『旅屋おかえり』
原田マハさんの作品。
旅番組のタレントとして活躍する丘えりか、通称おかえり。
ある日出演する旅番組が不本意な理由で打ち切られてしまう。
落ち込むおかえりだったが、ある日ALSの患者から旅の代行の依頼を頼まれる。
私が旅の代行を人に頼まれたら、どの観光地に行って、どの角度から撮影して、どのような言葉で現地の様子を表現していくのだろうか。私が知り合いに旅の代行を頼んでみるのも、面白いかもしれない。「あの人だったらこんな風に伝えてくれるだろうな」といったことを想像するのが面白い。作中に出てきたALSの女性のように、旅に行きたくても行けない人が世の中にはいると思う。そのような人々にとって、旅屋はとても需要のある仕事だと思う。
印象に残っている文
テレビに映るってことは、見違えるほどきれいに「作って」もらえる、ってことでもある。
「君のその笑顔が、いいんだ。泣いたあと、きょとんとしたあとの笑顔が」
「ま、とにかくよかった。お前が電車の中に忘れたのが、この手紙じゃなくて。こういう人の存在こそが、お前の人生の宝物だぞ」
いつも思う。旅が始まる前夜は、どうしてこんなにわくわくするんだろう。ひょっとすると、このわくわく感こそを味わいたくて、私たちは旅を続けてきたのかもしれない。

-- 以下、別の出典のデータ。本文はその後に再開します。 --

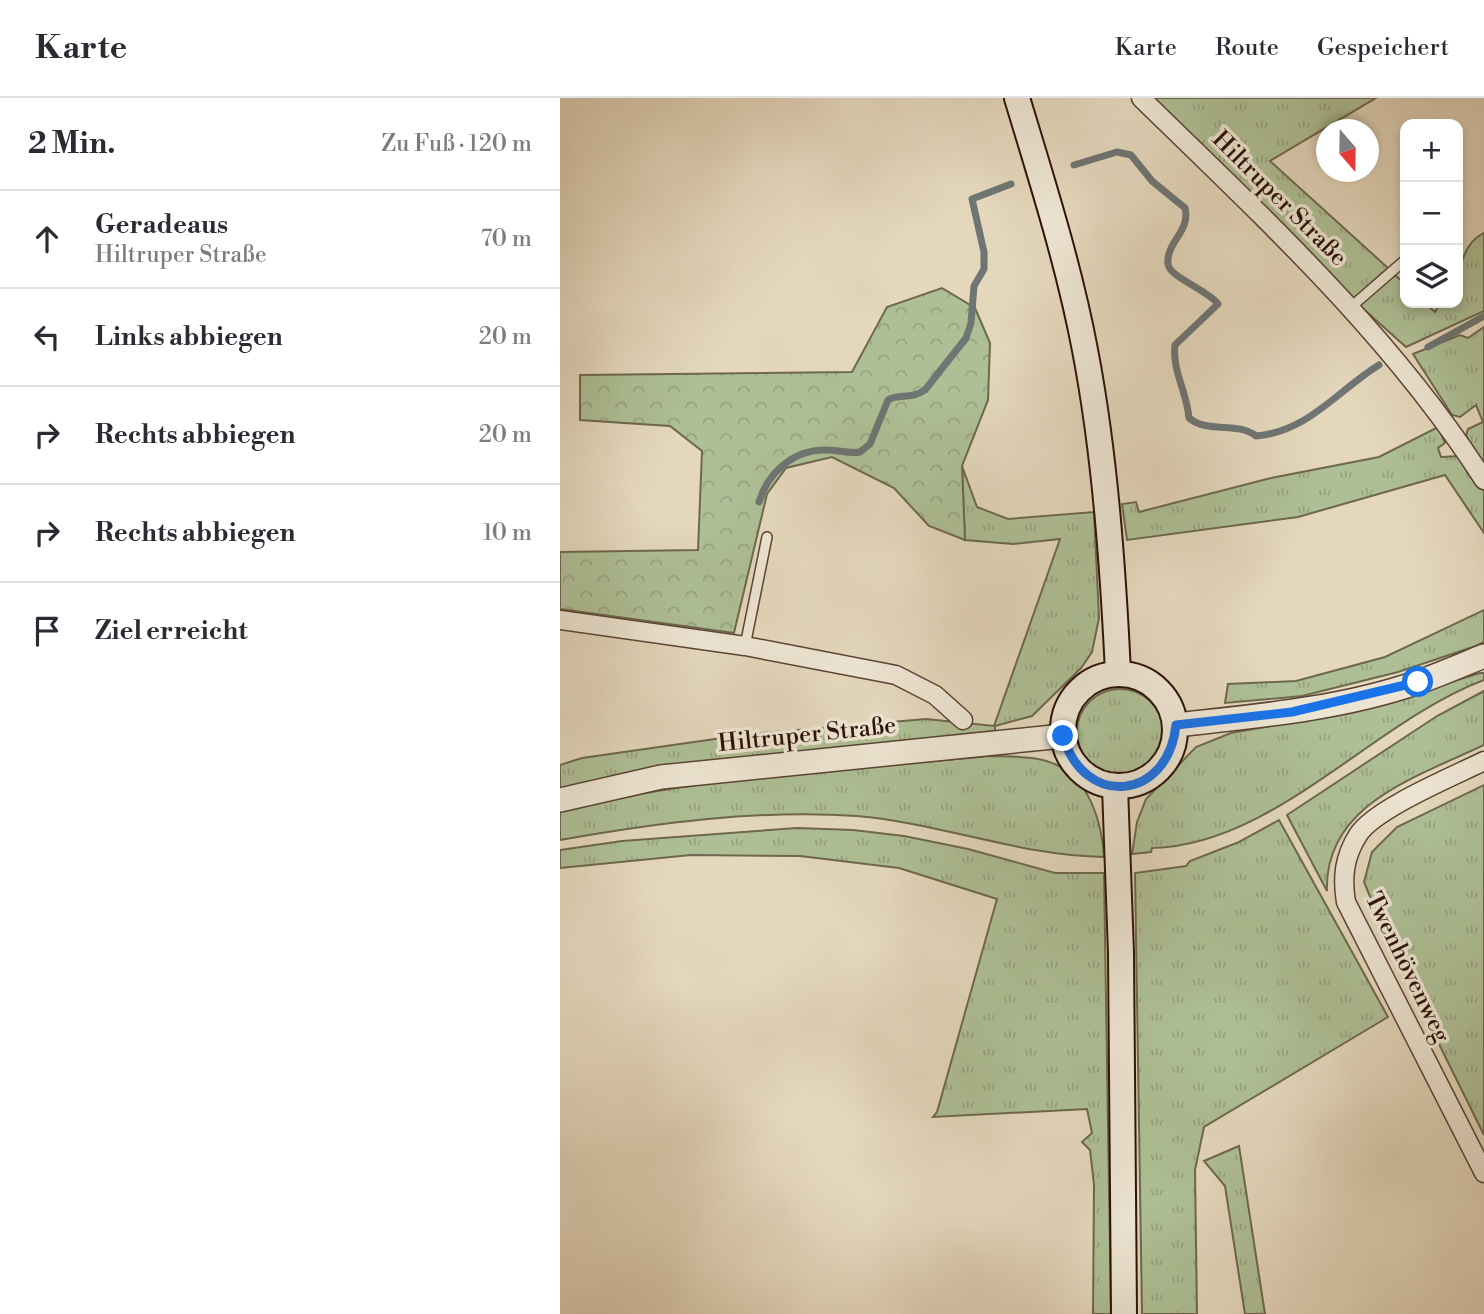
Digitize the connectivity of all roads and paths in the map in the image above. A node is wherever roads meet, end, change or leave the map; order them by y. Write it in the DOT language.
graph roads {
  1 [pos="1017,98"];
  2 [pos="1141,98"];
  3 [pos="1400,264"];
  4 [pos="1351,307"];
  5 [pos="1484,480"];
  6 [pos="767,537"];
  7 [pos="560,621"];
  8 [pos="745,646"];
  9 [pos="1484,656"];
  10 [pos="1118,673"];
  11 [pos="962,720"];
  12 [pos="1176,725"];
  13 [pos="1063,736"];
  14 [pos="1484,761"];
  15 [pos="1115,787"];
  16 [pos="560,800"];
  17 [pos="1484,1173"];
  18 [pos="1124,1314"];
  1 -- 10 [label="main road"];
  2 -- 4 [label="street, Hiltruper Straße"];
  3 -- 4 [label="lane"];
  4 -- 5 [label="street, Hiltruper Straße"];
  6 -- 8 [label="lane"];
  7 -- 8 [label="street, Hiltruper Straße"];
  8 -- 11 [label="street, Hiltruper Straße"];
  9 -- 12 [label="street"];
  10 -- 12 [label="main road"];
  10 -- 13 [label="main road"];
  12 -- 15 [label="main road"];
  13 -- 15 [label="main road"];
  13 -- 16 [label="street, Hiltruper Straße"];
  14 -- 17 [label="street, Twenhövenweg"];
  15 -- 18 [label="main road"];
}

旅は、出かけるだけで、すでに意味がある。そう思わねが?
いつもそうなのだが、社長は私の動画を一番ヘンな顔のところで停止するのが特別にうまい。
すてきな人だ。すがすがしく開け放った窓みたいに。真理子さんを通して吹いてくる内子の風は、たまらなくさわやかだ。
叩かれて叩かれて、強く、美しくなる。